One possible implementation could be found here.

1. A bidirectional hash table.

The requirement is to match the packets from one flow to the same flow entry regardless of their direction. Thus by comparing source and destination addresses, it is we can always calculate the same hash as in the snippet below.

if (ip4_address_compare(&ip4->src_address, &ip4->dst_address) < 0)   {          ip4_sig->src = ip4->src_address;
    ip4_sig->dst = ip4->dst_address;
    *is_reverse = 1;
  } else {
    ip4_sig->src = ip4->dst_address;
    ip4_sig->dst = ip4->src_address;
  }

2. A flow table cache.

To speed up flow entry allocation, flow table cache is used. The idea is to batch entries allocation. In other words, to allocate 256 flow entries at once and store their pool indices inside a vector.

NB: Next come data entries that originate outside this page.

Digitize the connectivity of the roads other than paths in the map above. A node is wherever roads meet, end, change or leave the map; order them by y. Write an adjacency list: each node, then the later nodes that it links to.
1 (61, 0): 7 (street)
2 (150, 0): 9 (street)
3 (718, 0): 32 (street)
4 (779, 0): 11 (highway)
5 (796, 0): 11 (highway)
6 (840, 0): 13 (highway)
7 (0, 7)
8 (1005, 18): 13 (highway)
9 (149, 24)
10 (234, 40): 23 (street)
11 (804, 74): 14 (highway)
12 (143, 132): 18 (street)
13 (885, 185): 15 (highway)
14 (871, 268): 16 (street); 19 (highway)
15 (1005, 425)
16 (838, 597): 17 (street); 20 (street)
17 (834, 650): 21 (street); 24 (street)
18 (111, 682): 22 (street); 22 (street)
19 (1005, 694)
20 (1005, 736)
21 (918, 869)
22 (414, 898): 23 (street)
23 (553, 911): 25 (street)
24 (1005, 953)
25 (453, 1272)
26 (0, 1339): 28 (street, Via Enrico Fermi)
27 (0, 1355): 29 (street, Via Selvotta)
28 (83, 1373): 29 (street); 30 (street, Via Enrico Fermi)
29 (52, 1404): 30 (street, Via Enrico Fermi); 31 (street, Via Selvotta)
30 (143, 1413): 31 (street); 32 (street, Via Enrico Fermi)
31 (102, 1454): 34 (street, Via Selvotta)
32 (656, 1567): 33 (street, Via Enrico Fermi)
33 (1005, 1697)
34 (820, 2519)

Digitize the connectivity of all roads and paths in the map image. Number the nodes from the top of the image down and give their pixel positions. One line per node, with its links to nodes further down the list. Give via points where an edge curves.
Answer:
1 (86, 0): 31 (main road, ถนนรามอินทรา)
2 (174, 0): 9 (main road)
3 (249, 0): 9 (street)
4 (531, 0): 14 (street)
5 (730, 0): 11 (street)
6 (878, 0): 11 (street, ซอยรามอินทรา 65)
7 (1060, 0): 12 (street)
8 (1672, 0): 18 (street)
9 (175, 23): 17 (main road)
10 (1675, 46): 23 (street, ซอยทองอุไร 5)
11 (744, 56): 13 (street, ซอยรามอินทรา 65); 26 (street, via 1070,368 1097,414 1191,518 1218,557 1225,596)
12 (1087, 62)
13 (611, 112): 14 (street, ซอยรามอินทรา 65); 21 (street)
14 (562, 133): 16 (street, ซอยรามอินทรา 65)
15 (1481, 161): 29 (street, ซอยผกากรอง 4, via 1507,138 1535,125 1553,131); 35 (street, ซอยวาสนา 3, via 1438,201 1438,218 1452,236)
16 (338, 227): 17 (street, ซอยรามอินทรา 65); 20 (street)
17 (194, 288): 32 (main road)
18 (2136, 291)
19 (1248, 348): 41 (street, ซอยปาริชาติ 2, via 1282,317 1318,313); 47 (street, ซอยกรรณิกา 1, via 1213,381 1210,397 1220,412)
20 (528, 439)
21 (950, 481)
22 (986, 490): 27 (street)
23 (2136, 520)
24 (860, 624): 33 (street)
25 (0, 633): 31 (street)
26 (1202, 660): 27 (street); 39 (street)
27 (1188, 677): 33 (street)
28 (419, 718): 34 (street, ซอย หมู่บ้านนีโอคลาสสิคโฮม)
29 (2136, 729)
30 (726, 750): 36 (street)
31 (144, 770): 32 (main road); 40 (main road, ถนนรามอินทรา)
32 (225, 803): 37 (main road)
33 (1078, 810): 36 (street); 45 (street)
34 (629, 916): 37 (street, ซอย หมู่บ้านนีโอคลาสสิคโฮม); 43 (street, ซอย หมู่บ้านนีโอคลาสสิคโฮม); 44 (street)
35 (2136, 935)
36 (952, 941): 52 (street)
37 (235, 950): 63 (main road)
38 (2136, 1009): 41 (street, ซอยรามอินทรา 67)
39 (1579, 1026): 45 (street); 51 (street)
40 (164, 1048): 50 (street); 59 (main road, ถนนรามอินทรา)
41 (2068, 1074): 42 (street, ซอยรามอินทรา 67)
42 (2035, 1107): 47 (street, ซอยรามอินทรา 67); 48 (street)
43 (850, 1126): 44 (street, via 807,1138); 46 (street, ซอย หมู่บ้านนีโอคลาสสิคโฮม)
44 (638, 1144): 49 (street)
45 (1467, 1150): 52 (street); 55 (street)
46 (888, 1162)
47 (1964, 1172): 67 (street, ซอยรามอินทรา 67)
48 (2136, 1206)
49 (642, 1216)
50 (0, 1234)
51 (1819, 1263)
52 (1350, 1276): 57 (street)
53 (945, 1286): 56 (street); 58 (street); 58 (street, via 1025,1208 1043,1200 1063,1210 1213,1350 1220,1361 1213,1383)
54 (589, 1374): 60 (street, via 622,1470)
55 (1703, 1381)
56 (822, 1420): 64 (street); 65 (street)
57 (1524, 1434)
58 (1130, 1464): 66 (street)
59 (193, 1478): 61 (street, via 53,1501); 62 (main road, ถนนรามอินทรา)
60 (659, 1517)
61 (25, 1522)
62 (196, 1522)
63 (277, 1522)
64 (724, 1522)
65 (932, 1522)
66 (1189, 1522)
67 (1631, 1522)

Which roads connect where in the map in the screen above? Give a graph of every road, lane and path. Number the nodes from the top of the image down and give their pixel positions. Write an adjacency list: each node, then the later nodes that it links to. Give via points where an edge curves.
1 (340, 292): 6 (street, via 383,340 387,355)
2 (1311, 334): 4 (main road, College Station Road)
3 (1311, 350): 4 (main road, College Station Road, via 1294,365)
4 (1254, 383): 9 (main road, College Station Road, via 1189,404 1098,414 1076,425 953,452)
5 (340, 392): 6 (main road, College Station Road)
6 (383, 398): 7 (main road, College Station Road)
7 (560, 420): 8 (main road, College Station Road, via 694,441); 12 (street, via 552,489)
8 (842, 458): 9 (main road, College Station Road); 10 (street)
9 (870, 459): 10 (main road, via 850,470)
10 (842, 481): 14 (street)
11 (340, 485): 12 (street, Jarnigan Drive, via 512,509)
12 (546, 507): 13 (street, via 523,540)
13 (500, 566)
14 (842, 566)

As soon as a flow entry allocation is required, leverage preallocated data structure.

always_inline void
flow_entry_cache_fill(flowtable_main_t * fm, flowtable_main_per_cpu_t * fmt)
{
    int i;
    flow_entry_t * f;

    if (pthread_spin_lock(&fm->flows_lock) == 0)
    {
        if (PREDICT_FALSE(fm->flows_cpt > fm->flows_max)) {
            pthread_spin_unlock(&fm->flows_lock);
            return;
        }

        for (i = 0; i < FLOW_CACHE_SZ; i++) {                          pool_get_aligned(fm->flows, f, CLIB_CACHE_LINE_BYTES);
            vec_add1(fmt->flow_cache, f - fm->flows);
        }
        fm->flows_cpt += FLOW_CACHE_SZ;

        pthread_spin_unlock(&fm->flows_lock);
    }
}

3. The timer wheel.

To avoid stale flow entries, timers, organized in a so-called timer wheel are used.

static u64
flowtable_timer_expire(flowtable_main_t * fm, flowtable_main_per_cpu_t * fmt,
    u32 now)
{
    u64 expire_cpt;
    flow_entry_t * f;
    u32 * time_slot_curr_index;
    dlist_elt_t * time_slot_curr;
    u32 index;

    time_slot_curr_index = vec_elt_at_index(fmt->timer_wheel, fmt->time_index);

    if (PREDICT_FALSE(dlist_is_empty(fmt->timers, *time_slot_curr_index)))
        return 0;

    expire_cpt = 0;
    time_slot_curr = pool_elt_at_index(fmt->timers, *time_slot_curr_index);

    index = time_slot_curr->next;
    while (index != *time_slot_curr_index && expire_cpt < TIMER_MAX_EXPIRE)     {         dlist_elt_t * e = pool_elt_at_index(fmt->timers, index);
        f = pool_elt_at_index(fm->flows, e->value);

        index = e->next;
        expire_single_flow(fm, fmt, f, e);
        expire_cpt++;
    }

    return expire_cpt;
}

4. Flow entries recycling.

As soon as there are no more available flow entries in the pool, there is a mechanism to recycle the oldest entries.

static void
recycle_flow(flowtable_main_t * fm, flowtable_main_per_cpu_t * fmt, u32 now)
{
    u32 next;

    next = (now + 1) % TIMER_MAX_LIFETIME;
    while (PREDICT_FALSE(next != now))
    {
        flow_entry_t * f;
        u32 * slot_index = vec_elt_at_index(fmt->timer_wheel, next);

        if (PREDICT_FALSE(dlist_is_empty(fmt->timers, *slot_index))) {
            next = (next + 1) % TIMER_MAX_LIFETIME;
            continue;
        }
        dlist_elt_t * head = pool_elt_at_index(fmt->timers, *slot_index);
        dlist_elt_t * e = pool_elt_at_index(fmt->timers, head->next);

        f = pool_elt_at_index(fm->flows, e->value);
        return expire_single_flow(fm, fmt, f, e);
    }

    /*
     * unreachable:
     * this should be called if there is no free flows, so we're bound to have
     * at least *one* flow within the timer wheel (cpu cache is filled at init).
     */
    clib_error("recycle_flow did not find any flow to recycle !");
}

5. Bucket list.

The bidirectional hash algorithm that is used to lookup 5-tuple against a flow entry can result in multiple signatures for different tuples. To overcome this limitation, the list of entries is attached to each hash bucket.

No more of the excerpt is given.